[Stored records]
--------------------

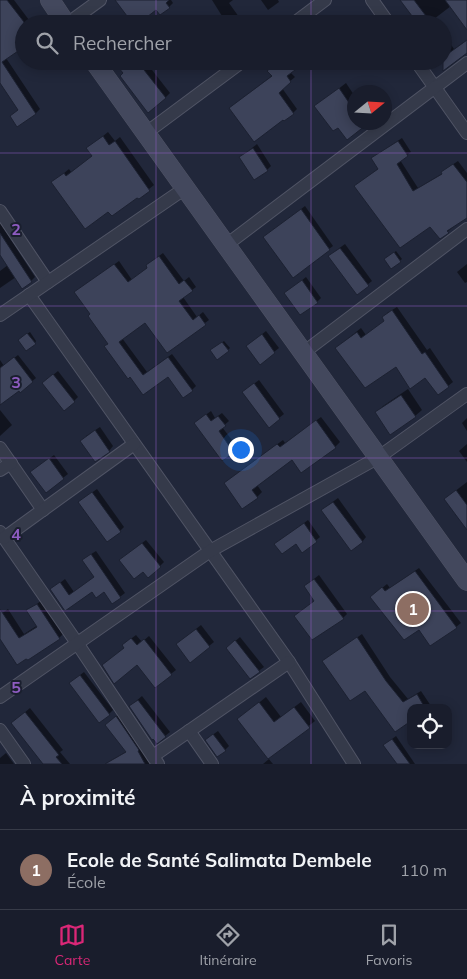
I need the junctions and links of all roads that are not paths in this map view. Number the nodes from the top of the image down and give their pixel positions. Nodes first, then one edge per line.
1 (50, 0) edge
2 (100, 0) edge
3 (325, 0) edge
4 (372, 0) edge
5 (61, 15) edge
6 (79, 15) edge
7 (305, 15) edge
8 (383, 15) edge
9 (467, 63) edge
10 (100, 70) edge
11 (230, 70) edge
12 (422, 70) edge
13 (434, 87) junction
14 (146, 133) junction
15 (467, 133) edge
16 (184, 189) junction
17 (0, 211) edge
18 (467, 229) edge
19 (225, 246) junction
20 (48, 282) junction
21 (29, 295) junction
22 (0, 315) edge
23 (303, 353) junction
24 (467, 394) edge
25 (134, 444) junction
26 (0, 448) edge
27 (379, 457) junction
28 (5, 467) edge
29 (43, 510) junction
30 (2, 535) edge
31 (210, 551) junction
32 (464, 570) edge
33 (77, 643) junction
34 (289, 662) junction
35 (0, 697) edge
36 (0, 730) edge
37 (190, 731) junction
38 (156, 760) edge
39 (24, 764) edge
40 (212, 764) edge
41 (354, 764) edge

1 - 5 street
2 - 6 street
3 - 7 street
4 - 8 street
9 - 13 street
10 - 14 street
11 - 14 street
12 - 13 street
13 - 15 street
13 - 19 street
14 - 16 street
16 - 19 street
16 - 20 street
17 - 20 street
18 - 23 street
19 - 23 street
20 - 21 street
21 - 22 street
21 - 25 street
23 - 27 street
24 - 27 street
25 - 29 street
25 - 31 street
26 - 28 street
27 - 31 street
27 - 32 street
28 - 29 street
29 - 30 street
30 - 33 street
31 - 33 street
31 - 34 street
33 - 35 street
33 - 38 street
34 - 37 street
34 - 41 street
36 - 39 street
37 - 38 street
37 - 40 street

--------------------

About this task: Give the data above back unchanged, except for the pictures.

Response area:
I need the junctions and links of all roads that are not paths in this map view. Number the nodes from the top of the image down and give their pixel positions. Nodes first, then one edge per line.
1 (50, 0) edge
2 (100, 0) edge
3 (325, 0) edge
4 (372, 0) edge
5 (61, 15) edge
6 (79, 15) edge
7 (305, 15) edge
8 (383, 15) edge
9 (467, 63) edge
10 (100, 70) edge
11 (230, 70) edge
12 (422, 70) edge
13 (434, 87) junction
14 (146, 133) junction
15 (467, 133) edge
16 (184, 189) junction
17 (0, 211) edge
18 (467, 229) edge
19 (225, 246) junction
20 (48, 282) junction
21 (29, 295) junction
22 (0, 315) edge
23 (303, 353) junction
24 (467, 394) edge
25 (134, 444) junction
26 (0, 448) edge
27 (379, 457) junction
28 (5, 467) edge
29 (43, 510) junction
30 (2, 535) edge
31 (210, 551) junction
32 (464, 570) edge
33 (77, 643) junction
34 (289, 662) junction
35 (0, 697) edge
36 (0, 730) edge
37 (190, 731) junction
38 (156, 760) edge
39 (24, 764) edge
40 (212, 764) edge
41 (354, 764) edge

1 - 5 street
2 - 6 street
3 - 7 street
4 - 8 street
9 - 13 street
10 - 14 street
11 - 14 street
12 - 13 street
13 - 15 street
13 - 19 street
14 - 16 street
16 - 19 street
16 - 20 street
17 - 20 street
18 - 23 street
19 - 23 street
20 - 21 street
21 - 22 street
21 - 25 street
23 - 27 street
24 - 27 street
25 - 29 street
25 - 31 street
26 - 28 street
27 - 31 street
27 - 32 street
28 - 29 street
29 - 30 street
30 - 33 street
31 - 33 street
31 - 34 street
33 - 35 street
33 - 38 street
34 - 37 street
34 - 41 street
36 - 39 street
37 - 38 street
37 - 40 street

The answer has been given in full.